1. Grease a 9x5-inch loaf pan.
2. In large bowl, whisk flour, sugar, baking soda, baking powder, and salt.
3. Add zest, juice, oil, and egg. Mix just until incorporated.
4. Gently stir in cranberries.
5. Pour into prepared pan and bake for 45 to 55 minutes, or until a toothpick inserted in center comes out with moist crumbs. Let cool completely before serving.

Monday, January 19, 2009

I Must Put Down the Cinnamon.

I know, I know, there are desserts that do not have cinnamon, but where would we be without the possibility of a delicious, irresistibly spicy, deep-flavored treat? Nowhere, that's where. So I present to you another cinnamon-influenced dessert that is sure to please young and old alike: snickerdoodles.

Now, snickerdoodles are a New England tradition.
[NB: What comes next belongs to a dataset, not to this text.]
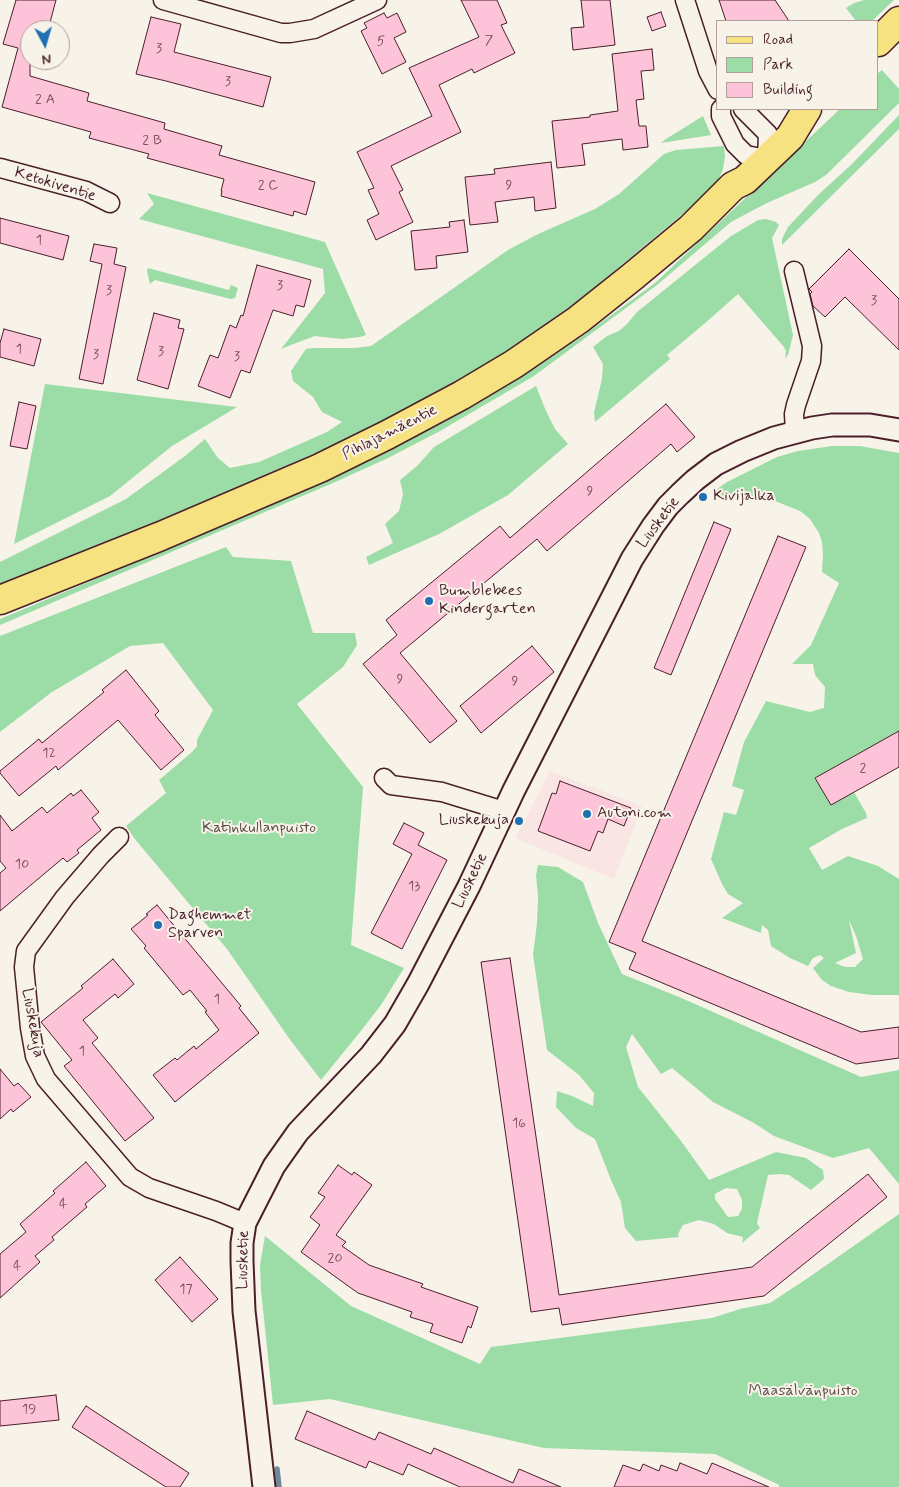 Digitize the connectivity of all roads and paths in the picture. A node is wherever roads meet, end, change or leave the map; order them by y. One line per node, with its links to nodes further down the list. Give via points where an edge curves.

I remember always getting them from a local bakery and savoring the interesting flavor combination--on the one hand, the sweetness and warmth of cinnamon sugar, and on the other hand, the tanginess and distinctive flavor of the cookie itself. If you think that snickerdoodles are simply sugar cookies rolled in cinnamon sugar, you are wrong. I used to hold that misconception, but I have since seen the light and discovered that, despite my best efforts to simplify my baking recipes, snickerdoodles are different. They cannot be faked; they cannot be dumbed down.

The unique flavor and appearance of these cookies come in part from the inclusion of cream of tartar in addition to baking soda. The cream of tartar gives the cookies a good tang and facilitates their crackly, fallen tops. So don't worry if the cookies fall; they're supposed to. Isn't that a load off your mind?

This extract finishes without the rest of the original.